Intuitively, SM transitions map directly to path-specific
actions in the source code.
Each individual SM's current state consists of one global
state value and one or more variable-specific state values.
Global state values capture a program-wide property (e.g.,
"interrupts are disabled"). Variable-specific state values capture
program properties associated with specific source objects (e.g.,
"pointer p is freed"). Besides, state transitions in Metal can be
augmented with general-purpose code which has the effect of a
"dynamic" state space for the SM.
Implementation
The inter-procedural analysis engine of the MC system is called
xgcc. It performs bottom-up summary-based traversal of the
call graph like PREfix (Section 3.2.1). xgcc's role can be
described as mapping of the SM abstraction provided by Metal to lower
level program analysis. xgcc follows the approach of splitting the
analysis into an intra-procedural pass followed by an inter-procedural
pass. The intra-procedural analysis is implemented as a DFS traversal
over the abstract syntax tree (AST) of the function. Block-level
state caching is used to speed things up. Since the analysis is path
sensitive, a program point may have different states associated with
different paths. Storage requirement is further reduced by separating
variable states from program point states. In this way, variable
states may be shared, and if the states are the same, applying the
same transition will have the same effect.

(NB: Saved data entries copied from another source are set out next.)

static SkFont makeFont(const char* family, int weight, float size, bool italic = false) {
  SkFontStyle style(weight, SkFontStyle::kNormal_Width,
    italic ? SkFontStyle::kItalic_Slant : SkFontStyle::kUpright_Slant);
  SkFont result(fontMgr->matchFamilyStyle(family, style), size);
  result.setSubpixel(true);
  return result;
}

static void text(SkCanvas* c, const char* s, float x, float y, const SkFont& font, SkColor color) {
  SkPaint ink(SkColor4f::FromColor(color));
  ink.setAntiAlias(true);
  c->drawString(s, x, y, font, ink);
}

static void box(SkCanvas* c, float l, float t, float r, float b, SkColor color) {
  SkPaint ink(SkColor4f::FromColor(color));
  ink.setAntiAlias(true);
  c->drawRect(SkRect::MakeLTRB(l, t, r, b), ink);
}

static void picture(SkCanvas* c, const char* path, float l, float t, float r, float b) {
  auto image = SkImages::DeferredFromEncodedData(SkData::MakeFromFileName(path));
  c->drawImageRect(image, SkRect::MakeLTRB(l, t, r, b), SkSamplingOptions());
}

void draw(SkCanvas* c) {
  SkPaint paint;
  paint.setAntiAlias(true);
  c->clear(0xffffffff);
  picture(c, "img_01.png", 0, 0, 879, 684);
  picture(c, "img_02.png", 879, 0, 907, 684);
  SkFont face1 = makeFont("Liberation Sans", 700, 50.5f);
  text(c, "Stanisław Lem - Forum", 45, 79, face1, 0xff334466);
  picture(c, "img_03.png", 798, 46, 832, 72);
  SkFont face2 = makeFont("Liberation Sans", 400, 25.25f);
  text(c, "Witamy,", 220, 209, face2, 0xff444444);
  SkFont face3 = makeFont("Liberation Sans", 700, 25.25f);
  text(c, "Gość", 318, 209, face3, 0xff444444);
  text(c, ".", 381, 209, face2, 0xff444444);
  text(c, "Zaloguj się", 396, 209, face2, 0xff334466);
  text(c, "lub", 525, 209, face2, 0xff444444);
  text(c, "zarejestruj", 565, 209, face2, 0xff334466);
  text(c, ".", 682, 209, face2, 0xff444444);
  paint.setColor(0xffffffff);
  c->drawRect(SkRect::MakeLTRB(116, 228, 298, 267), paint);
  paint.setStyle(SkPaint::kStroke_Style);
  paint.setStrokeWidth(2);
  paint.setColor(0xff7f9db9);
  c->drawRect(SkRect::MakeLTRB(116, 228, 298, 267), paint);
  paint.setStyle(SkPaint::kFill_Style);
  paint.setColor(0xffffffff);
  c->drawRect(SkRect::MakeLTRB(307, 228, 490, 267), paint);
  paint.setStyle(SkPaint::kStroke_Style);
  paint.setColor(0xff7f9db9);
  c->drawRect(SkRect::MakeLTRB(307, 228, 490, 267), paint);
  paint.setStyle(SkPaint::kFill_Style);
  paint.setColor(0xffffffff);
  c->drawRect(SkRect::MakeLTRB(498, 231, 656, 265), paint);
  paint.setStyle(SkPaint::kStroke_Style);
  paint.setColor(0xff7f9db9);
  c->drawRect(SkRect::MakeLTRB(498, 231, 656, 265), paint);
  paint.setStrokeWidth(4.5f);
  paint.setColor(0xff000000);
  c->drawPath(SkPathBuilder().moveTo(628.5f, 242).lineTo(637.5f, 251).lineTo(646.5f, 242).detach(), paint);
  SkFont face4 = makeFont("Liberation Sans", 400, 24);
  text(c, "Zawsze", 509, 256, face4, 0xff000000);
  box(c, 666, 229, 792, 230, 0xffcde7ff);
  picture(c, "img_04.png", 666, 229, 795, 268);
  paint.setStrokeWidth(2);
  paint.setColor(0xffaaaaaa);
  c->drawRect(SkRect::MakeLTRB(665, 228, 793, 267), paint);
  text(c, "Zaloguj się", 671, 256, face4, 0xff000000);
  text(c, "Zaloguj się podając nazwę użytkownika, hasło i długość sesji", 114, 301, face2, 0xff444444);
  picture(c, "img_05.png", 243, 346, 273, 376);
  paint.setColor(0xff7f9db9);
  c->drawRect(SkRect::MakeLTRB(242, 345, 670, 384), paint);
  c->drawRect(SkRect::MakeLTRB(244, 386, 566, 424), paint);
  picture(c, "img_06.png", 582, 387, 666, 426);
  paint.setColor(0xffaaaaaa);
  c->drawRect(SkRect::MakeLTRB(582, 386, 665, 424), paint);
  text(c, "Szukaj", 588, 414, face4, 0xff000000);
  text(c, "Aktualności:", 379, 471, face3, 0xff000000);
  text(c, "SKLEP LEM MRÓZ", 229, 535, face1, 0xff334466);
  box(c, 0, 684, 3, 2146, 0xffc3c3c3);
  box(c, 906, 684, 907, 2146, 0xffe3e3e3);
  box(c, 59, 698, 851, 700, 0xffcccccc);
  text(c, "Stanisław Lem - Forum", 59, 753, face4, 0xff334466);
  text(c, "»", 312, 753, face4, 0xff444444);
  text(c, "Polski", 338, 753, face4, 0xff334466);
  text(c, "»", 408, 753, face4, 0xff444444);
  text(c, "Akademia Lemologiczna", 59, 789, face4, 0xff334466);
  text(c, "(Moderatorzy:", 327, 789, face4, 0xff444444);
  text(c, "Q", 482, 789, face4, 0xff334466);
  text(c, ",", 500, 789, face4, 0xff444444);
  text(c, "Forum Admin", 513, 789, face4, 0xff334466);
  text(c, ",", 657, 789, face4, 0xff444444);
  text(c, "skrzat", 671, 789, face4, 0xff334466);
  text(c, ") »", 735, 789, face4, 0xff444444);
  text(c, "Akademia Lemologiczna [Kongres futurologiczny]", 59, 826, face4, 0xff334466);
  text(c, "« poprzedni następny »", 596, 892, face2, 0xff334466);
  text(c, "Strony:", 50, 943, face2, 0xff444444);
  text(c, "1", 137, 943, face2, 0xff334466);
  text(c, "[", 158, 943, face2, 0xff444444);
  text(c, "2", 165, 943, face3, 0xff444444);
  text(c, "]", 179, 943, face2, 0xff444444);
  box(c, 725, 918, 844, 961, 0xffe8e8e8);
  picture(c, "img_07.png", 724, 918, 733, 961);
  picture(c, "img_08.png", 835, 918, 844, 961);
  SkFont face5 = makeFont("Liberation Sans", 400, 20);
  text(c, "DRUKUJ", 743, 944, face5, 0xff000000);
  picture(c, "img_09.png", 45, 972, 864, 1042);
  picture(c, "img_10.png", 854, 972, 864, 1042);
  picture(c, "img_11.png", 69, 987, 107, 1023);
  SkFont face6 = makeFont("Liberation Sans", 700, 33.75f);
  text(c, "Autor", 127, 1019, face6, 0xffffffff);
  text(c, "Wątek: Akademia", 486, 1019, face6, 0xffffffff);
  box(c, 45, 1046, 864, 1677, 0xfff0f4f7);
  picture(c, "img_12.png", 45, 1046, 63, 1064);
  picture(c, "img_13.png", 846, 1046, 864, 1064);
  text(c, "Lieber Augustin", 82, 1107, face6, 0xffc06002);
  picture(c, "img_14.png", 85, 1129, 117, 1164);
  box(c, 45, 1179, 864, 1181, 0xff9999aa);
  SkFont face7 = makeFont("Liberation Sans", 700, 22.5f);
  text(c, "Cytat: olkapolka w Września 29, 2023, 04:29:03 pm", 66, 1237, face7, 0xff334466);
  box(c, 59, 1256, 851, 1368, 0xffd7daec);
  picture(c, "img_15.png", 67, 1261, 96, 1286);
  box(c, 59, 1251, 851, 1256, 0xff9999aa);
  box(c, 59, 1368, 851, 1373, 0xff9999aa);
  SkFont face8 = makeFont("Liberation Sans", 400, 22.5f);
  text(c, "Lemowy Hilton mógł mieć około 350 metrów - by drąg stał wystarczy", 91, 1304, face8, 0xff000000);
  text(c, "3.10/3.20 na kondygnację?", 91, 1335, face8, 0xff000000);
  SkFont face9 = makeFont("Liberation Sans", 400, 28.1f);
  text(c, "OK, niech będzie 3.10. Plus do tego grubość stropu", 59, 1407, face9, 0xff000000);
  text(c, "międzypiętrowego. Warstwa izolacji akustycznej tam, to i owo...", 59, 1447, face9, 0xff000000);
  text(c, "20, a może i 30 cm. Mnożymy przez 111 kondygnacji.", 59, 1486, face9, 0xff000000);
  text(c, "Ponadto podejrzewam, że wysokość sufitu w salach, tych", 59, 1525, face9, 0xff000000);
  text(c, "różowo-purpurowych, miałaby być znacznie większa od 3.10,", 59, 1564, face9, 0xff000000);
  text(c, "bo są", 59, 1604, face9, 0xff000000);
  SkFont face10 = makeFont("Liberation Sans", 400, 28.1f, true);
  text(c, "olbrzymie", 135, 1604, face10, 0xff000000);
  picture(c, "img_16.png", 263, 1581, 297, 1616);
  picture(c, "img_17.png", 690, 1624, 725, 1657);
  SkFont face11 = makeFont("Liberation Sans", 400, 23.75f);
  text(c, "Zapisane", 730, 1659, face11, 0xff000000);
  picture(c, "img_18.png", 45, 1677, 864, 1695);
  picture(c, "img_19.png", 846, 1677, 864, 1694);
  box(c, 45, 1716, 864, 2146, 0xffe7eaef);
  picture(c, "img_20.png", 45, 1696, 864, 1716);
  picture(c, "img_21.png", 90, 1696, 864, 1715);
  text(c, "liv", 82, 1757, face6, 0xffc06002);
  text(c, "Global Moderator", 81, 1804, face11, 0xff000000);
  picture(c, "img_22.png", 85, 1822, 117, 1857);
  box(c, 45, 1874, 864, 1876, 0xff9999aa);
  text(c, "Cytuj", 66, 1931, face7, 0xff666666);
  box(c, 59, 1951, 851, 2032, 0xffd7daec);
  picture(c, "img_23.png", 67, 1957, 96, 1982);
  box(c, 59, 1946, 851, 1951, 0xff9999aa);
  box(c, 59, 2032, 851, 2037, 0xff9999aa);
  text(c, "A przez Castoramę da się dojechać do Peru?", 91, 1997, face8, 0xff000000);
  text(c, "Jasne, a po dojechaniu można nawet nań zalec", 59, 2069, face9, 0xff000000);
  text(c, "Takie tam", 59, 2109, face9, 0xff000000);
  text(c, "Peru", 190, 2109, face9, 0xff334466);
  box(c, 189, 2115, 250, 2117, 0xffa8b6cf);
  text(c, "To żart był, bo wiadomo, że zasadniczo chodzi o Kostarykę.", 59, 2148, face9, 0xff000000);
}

The main contribution of the inter-procedural analysis phase is
refinement and restore of the SM state. State
refinement occurs when a function call is encountered and followed.
Any object that passes from the caller's scope to the callee's scope
should retain its state which has the effect of refining the incoming
state at the callee. The state is restored when the analysis returns
from the callee and resumes analyzing the caller. The restore
operation may need to move the state back from an object in the
callee's scope to the corresponding object in the caller's scope. The
extension's global state passes across function call boundaries
unchanged.
The inter-procedural path-sensitive analysis employed by the MC system
is memory and CPU intensive. In fact, for analyzing systems of the
size of the Linux kernel (more than 4 million lines of code and
counting), analysis scalability can play a determining role in the
overall feasibility of the system. The MC system uses composable
summaries of function behaviors for reducing running time. Once
functions are analyzed, they are condensed into summaries which state
how the function transforms the possible incoming transition states.
Function summaries are used to reproduced the effect of analyzing the
function once there is a hit in the summary-cache at a function call
boundary.
False Positive Suppression
The MC system adopts several methods to suppress false positives.
False path pruning is used to identify infeasible paths. For
example, in the following code, there are only two possible paths, not
four. The two impossible paths can drive an SM into an error state:
freeing unallocated pointer, and allocating a pointer but not using
it.
if(x)
{
v = kmalloc(10);
// use v
}
if(x)
{
kfree(v);
}
MC performs limited symbolic execution of the program to statically
deduce which conditionals can be taken and which ones cannot. Based
on this information, it prunes impossible paths. The actual
implementation uses a congruence closure algorithm [45].
Variables that must have the same value are placed into a single
equivalence class. The congruence closure algorithm is then used to
derive as many equalities and non-equalities as possible. This
information, combined with the symbolic tracking of inequalities, helps
deduce the truth value of most conditionals. The developer may also
be able to rewrite Metal extensions to weed out observed false paths
in further runs. Finally, Metal saves false path pruning effort by
storing descriptions of identified false paths for use in later runs
of the extension, thus avoiding redundant effort.
Some false positives may be left behind despite the above measures.
MC handles them by ranking error reports based on many
heuristics so that errors most likely to be genuine bugs are reported
at the top.
Conclusion
The MC system represents a significant point in the design space of
static checkers. First, it follows a pragmatic approach to tackle the
soundness-usefulness trade-off. MC is not intended to be sound: it
uses incomplete symbolic execution, does not unroll loops, etc.
However, it aims for ease-of-use by developers thus maximizing its
impact on software development. Second, MC adds another dimension to
"usefulness": finding as many bugs and as many types of
bugs as possible. The authors justify unsoundness by claiming that
soundness directly conflicts with this goal of maximum coverage.
Indeed, the MC system has discovered several thousand bugs in the
Linux and BSD kernels.
However, the scalability issues of the MC system are not very clear.
Inter-procedural path-sensitive analysis can easily explode in CPU and
memory requirement. It seems that the MC system avoids this by (1)
having small or moderately sized SMs that do not generate a lot of
state throughout the entire Linux kernel, and (2) running only a few
extensions at a time.
| Problem | Cyclone's Solution |
| Null pointer | insert checks, cut down checks using static analysis and @never-null attribute |
| Buffer overflows | use fat pointers, cut down checks using: static analysis and @nozeroterm attribute |
| Uninitialized pointers | reject using static analysis at compile time |
| Dangling pointers | detect dangling pointer dereferences using static analysis (region analysis), convert all calls to free to no-ops |
| Type-varying arguments (e.g., arguments to printf) | tagged union, injections, varargs |
| goto,switch,setjmp/longjmp | reject at compile-time |